The Sixers, who in Year 1 of Sam Hinkie's unprecedented roster rebuild tied an NBA record with 26 consecutive losses, outscored the Tim Duncan- and Tony Parker-less Spurs, 57-48, in Monday's second half. Brown noted his team has been competitive against teams both with winning records and with substandard ones thus far, but needs to find ways to close out games.

"There is no victory in a moral victory," Brown said. "We're here to win. Coming close isn't why we're doing this. And so, although at times we feel good because we competed and the locker room is together and they play hard and they're a very spirited group, the purpose is to win some games.
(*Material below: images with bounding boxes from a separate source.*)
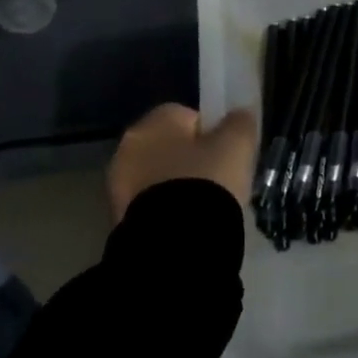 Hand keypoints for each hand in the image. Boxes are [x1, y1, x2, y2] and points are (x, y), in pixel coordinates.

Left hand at [108, 103, 257, 219]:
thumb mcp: (237, 145)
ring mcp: (117, 186)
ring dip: (177, 186)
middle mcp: (127, 148)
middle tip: (218, 179)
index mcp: (153, 122)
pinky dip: (167, 210)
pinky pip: (151, 204)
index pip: (186, 115)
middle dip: (190, 160)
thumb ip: (239, 122)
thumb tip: (238, 116)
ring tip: (205, 206)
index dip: (210, 132)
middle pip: (169, 146)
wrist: (175, 242)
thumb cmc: (206, 181)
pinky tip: (188, 223)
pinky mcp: (118, 218)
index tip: (227, 153)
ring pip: (158, 177) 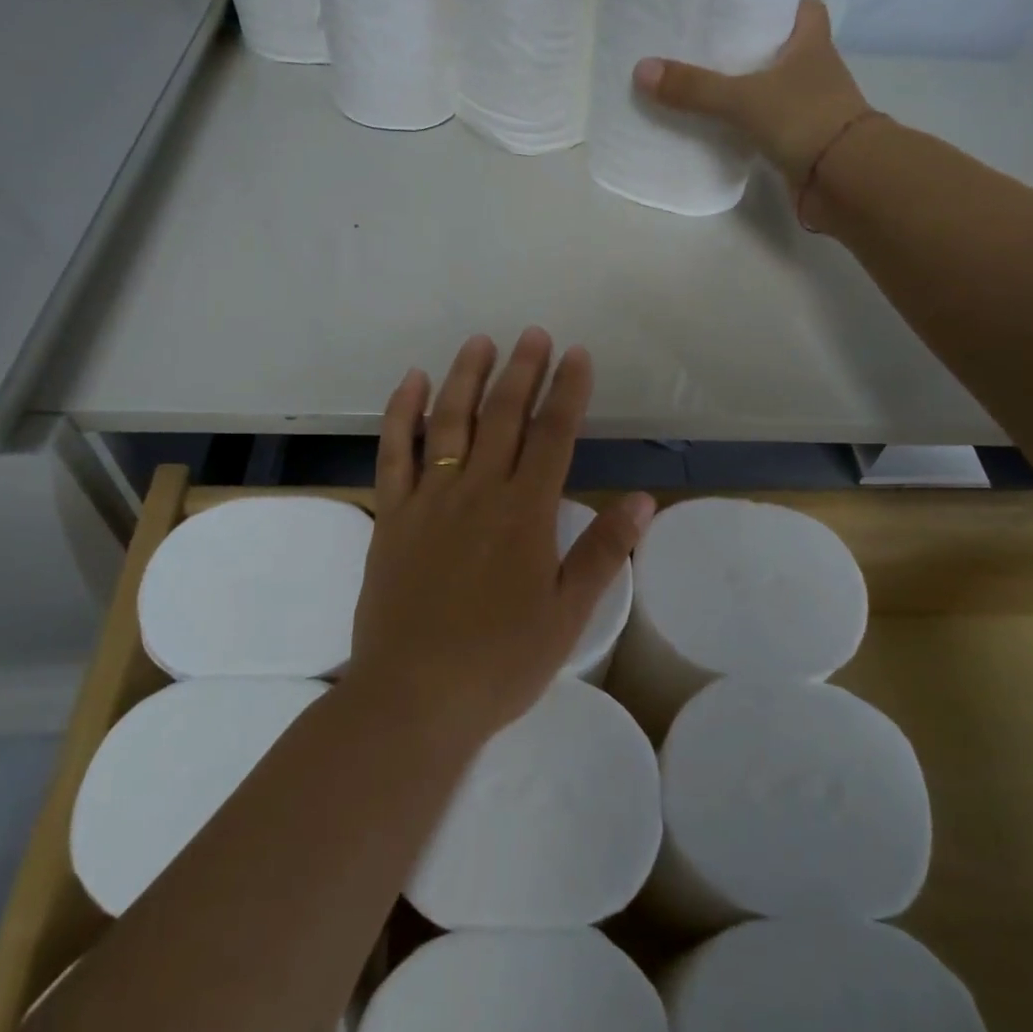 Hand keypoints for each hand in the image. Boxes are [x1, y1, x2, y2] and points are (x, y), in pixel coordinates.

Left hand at [349, 329, 654, 744]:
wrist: (414, 697)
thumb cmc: (500, 661)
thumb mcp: (567, 614)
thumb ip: (602, 551)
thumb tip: (642, 499)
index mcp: (526, 513)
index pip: (554, 435)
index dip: (568, 391)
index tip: (576, 355)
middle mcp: (478, 491)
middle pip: (503, 416)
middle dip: (522, 370)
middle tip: (533, 334)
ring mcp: (429, 499)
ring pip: (450, 421)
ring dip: (466, 376)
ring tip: (480, 341)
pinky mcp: (391, 515)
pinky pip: (394, 452)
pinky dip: (403, 412)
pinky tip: (413, 382)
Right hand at [632, 0, 870, 187]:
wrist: (844, 179)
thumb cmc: (804, 119)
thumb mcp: (743, 98)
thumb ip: (695, 87)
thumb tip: (642, 70)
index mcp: (812, 41)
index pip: (801, 8)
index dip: (774, 5)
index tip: (740, 8)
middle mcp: (815, 69)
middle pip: (781, 49)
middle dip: (750, 49)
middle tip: (706, 47)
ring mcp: (811, 108)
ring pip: (774, 89)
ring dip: (748, 90)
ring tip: (703, 86)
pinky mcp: (802, 142)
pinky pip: (769, 126)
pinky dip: (749, 126)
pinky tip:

"And so how do we get that mindset and execution phase and toughness and discipline and smarts and all that to close out an NBA game and win? That's the part that has avoided us right now. That's just a growth of a young team that's going to figure it out, and we'll figure it out. I have confidence that we will figure it out."

Six shots

Brett Brown sounded pleased with the progress of rookie Jerami Grant, who logged nearly 13 minutes Monday in only his second game after a right ankle sprain cost him the preseason and the first 15 regular-season games. "I just see the upside all over the place with Jerami," Brown said of Grant, who scored four points on 2-for-6 shooting against the Spurs. "He's coming along well" . . . Luc Mbah a Moute played 55 games with Minnesota last season before he was traded to Philadelphia in the offseason . . . The Timberwolves have won their last five meetings with the Sixers.